In early October, photographs of an interview that Drew Barrymore apparently gave to EgyptAir’s in-flight magazine began to circulate on Twitter, in which the actress made remarks about motherhood and body-shaming that were so bizarre, many were quick to conclude that there’s no way the interview was legitimate. Also, many felt there was no way that Barrymore would approve an article that reads, as this one did, “She has been subconsciously seeking attention and care from a male figure; but unfortunately things do not always go as planned.” EgyptAir, in response to Barrymore’s team’s claim that the article was “bogus,” pulled the issue of the magazine less thank two weeks later.
How this article came to exist, to this day, is still unclear; it’s likely we’ll never really know.
What exactly made the report so surreal?
The … whole thing? First of all, the way the writer introduces Barrymore is comically offensive:
Despite being unstable in her relationships most of her life, despite the several unsuccessful marriages and despite the busy life of stardom that dominated her life for several years; the beautiful American Hollywood actress Drew Barrymore has recently decided to temporarily take an unlimited vacation to play her most crucial role as a mother.
And Barrymore’s responses to the writer’s questions are equally as bizarre.

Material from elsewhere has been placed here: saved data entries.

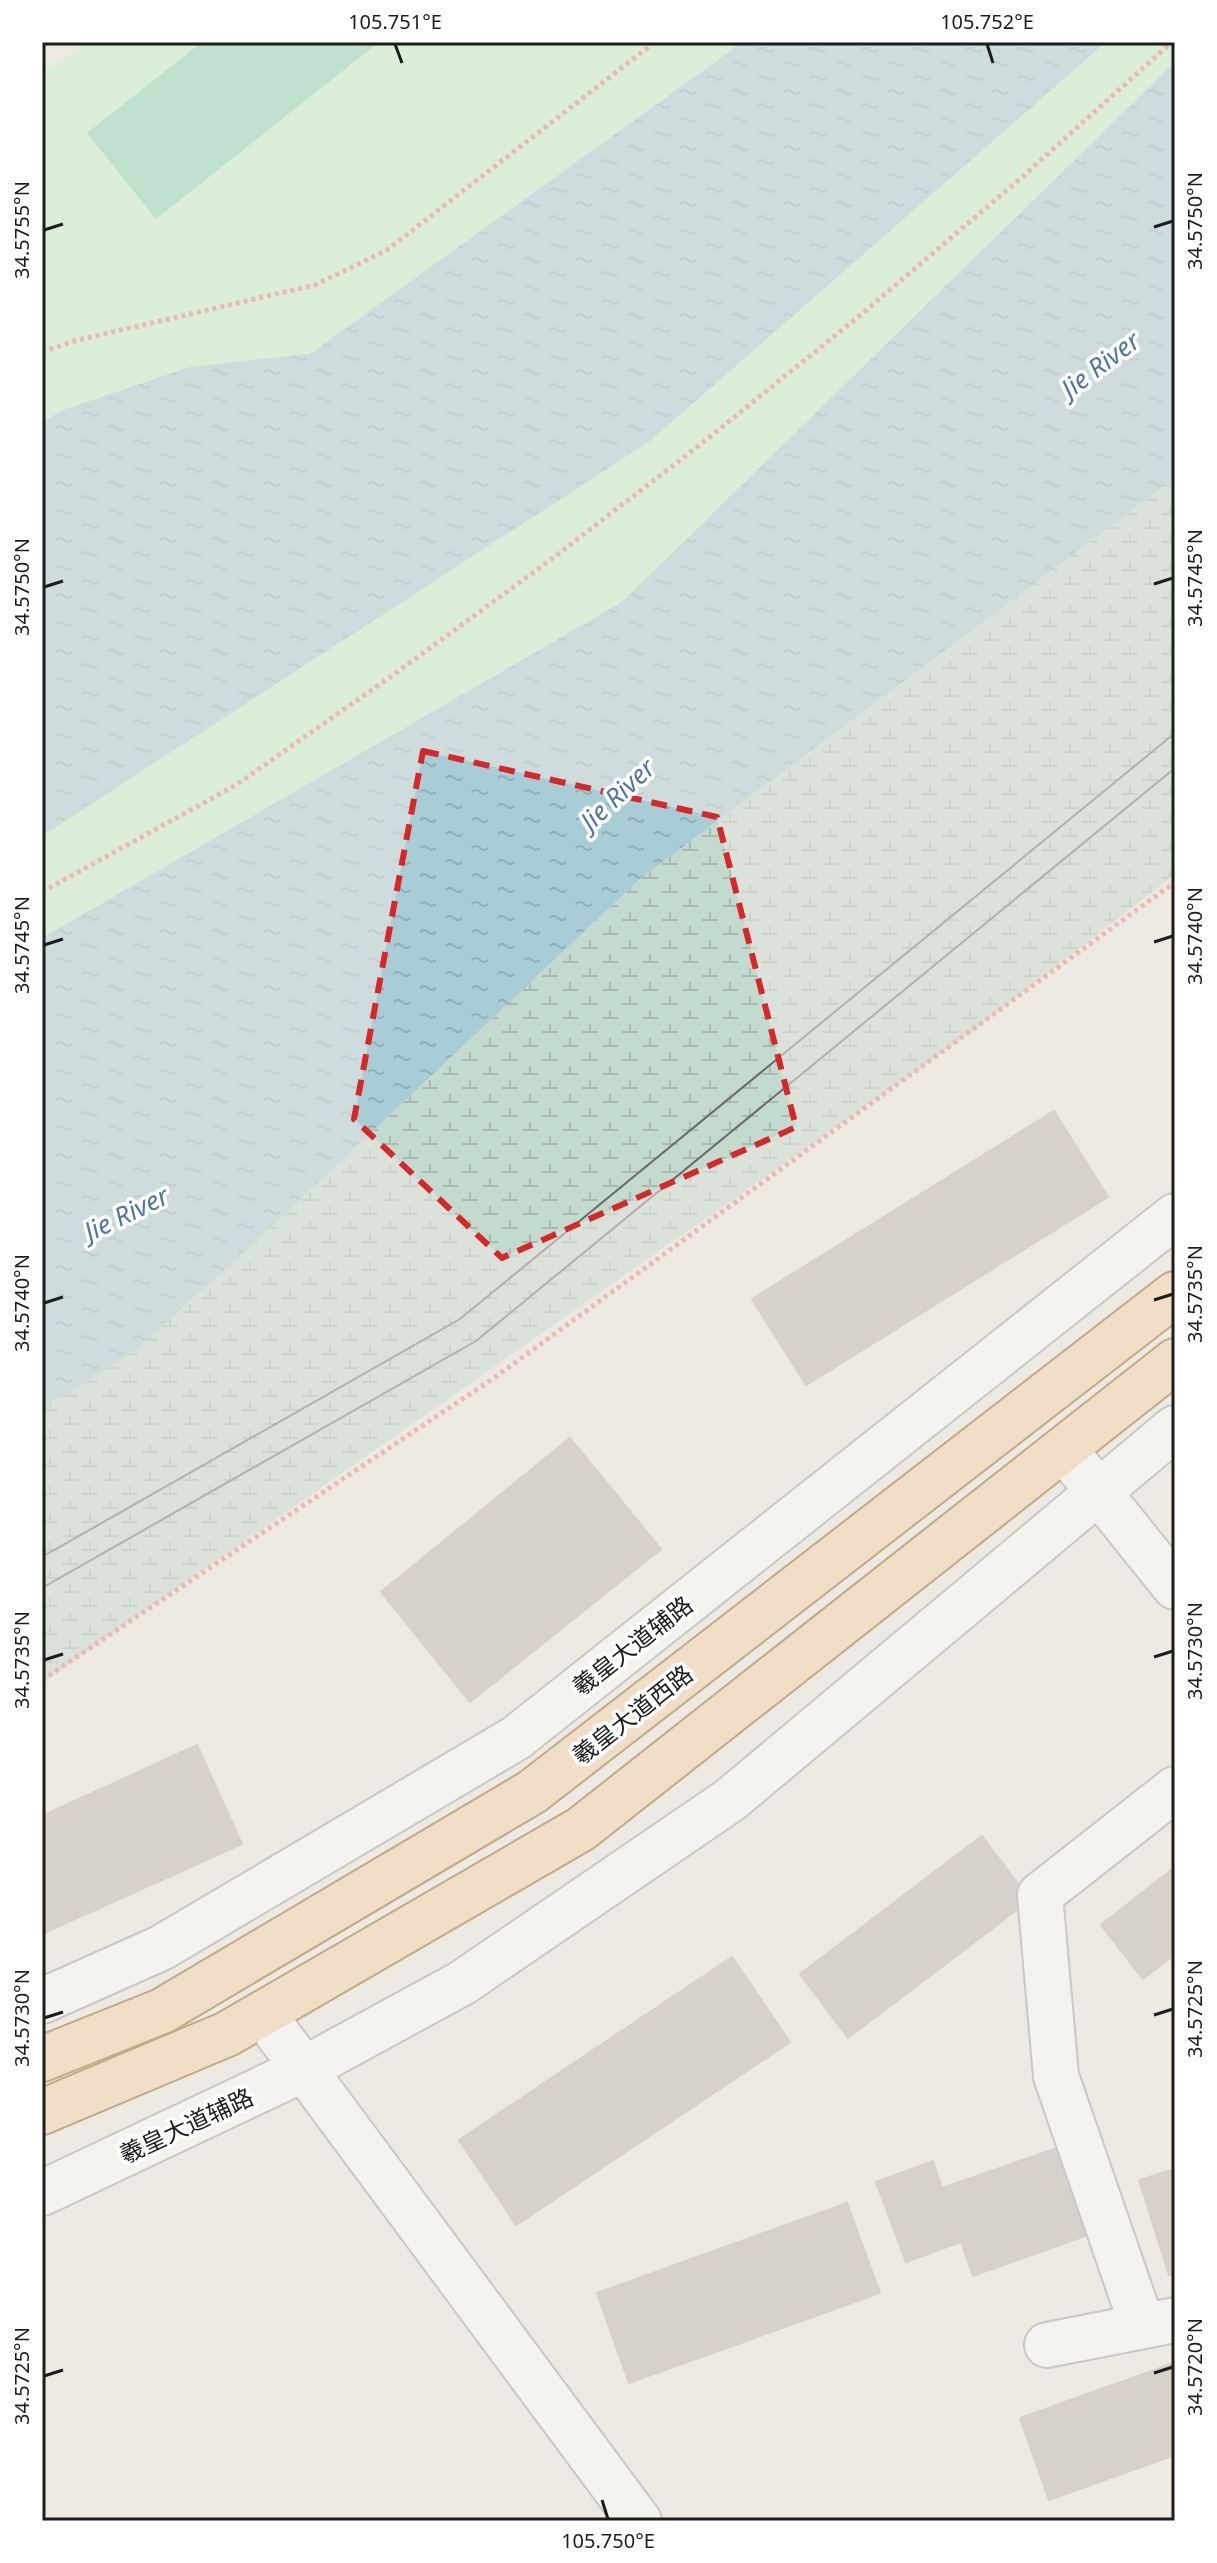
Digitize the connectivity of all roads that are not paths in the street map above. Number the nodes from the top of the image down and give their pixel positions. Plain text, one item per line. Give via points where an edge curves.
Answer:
1 (1175, 1216) edge
2 (1175, 1294) edge
3 (1175, 1361) edge
4 (1175, 1428) edge
5 (1064, 1449) junction
6 (1099, 1491) junction
7 (1175, 1587) edge
8 (1175, 1789) edge
9 (42, 2001) edge
10 (263, 2014) junction
11 (42, 2059) edge
12 (304, 2069) junction
13 (42, 2112) edge
14 (42, 2193) edge
15 (1158, 2323) edge
16 (1047, 2345) dead end
17 (639, 2521) edge

1 - 9 street, 羲皇大道辅路 via 516,1738 161,1948
2 - 11 main road, 羲皇大道西路 via 532,1792 162,2011
3 - 5 main road
4 - 6 street, 羲皇大道辅路
5 - 6 street
5 - 10 main road via 581,1829
6 - 7 street
6 - 12 street, 羲皇大道辅路 via 730,1800 462,1983
8 - 15 street via 1040,1895 1056,2076
10 - 12 street
10 - 13 main road
12 - 14 street, 羲皇大道辅路
12 - 17 street
15 - 16 street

“Barrymore” on the status of women today: “I cannot deny that women made a great achievement over [the] past century, there is significant progress recorded by people who study women status throughout history.”
And “Barrymore” on her “secret” to losing post-baby weight: “I feel overwhelmed when someone tells me that I have regained my image and managed to lose that extra weight, especially that I felt depressed due to the significant increase in my weight after delivering Frankie. However, I find this a great opportunity to encourage every woman who is overweight to work on regaining her beauty and body, especially that it is not as hard as one may think; it is all about determination and following the appropriate diet under the supervision of a physician.”
This is fake, right?
A spokesperson for Barrymore told HuffPost the actress’s team is “working with the airline PR team,” and insists that she “did not participate.”
But the writer and EgyptAir say it’s legitimate?
“ … the interview with Drew Barrimoor [sic] which took place in New York is genuine &far from fake,” she tweeted. “As far as Drew we interviewed her several times I saw her grow up before my eyes she is charming and talented.”
EgyptAir stood behind its writer, saying that the profile was “a professional magazine interview.”
So who’s telling the truth?
Well, it’s possible that everyone is, as a source close to the situation offered up a totally plausible explanation: That O’Reilly certainly did conduct the interview, but that when it came time to translate the story into English, the message of the original article was compromised.
“This truly is an innocent translation job that somehow made it through the channels,” the source told People.
On October 4, the HFPA confirmed that it is investigating the controversy, per a statement obtained by Vanity Fair.
“We are aware that an article under the byline of our member Dr. Aida Takla-O’Reilly regarding Drew Barrymore, published in EgyptAir’s Horus magazine, has come into question,” the statement reads. “Based on our preliminary investigation, we understand that parts of the article in question were not written by Dr. Takla-O’Reilly and that other portions of the article may have come from other sources. We regret any distress caused to Ms. Barrymore by this article.”
While the results of the aforementioned investigation have not yet been revealed, on October 16, Page Six reported that EgyptAir has pulled the entire issue of the magazine.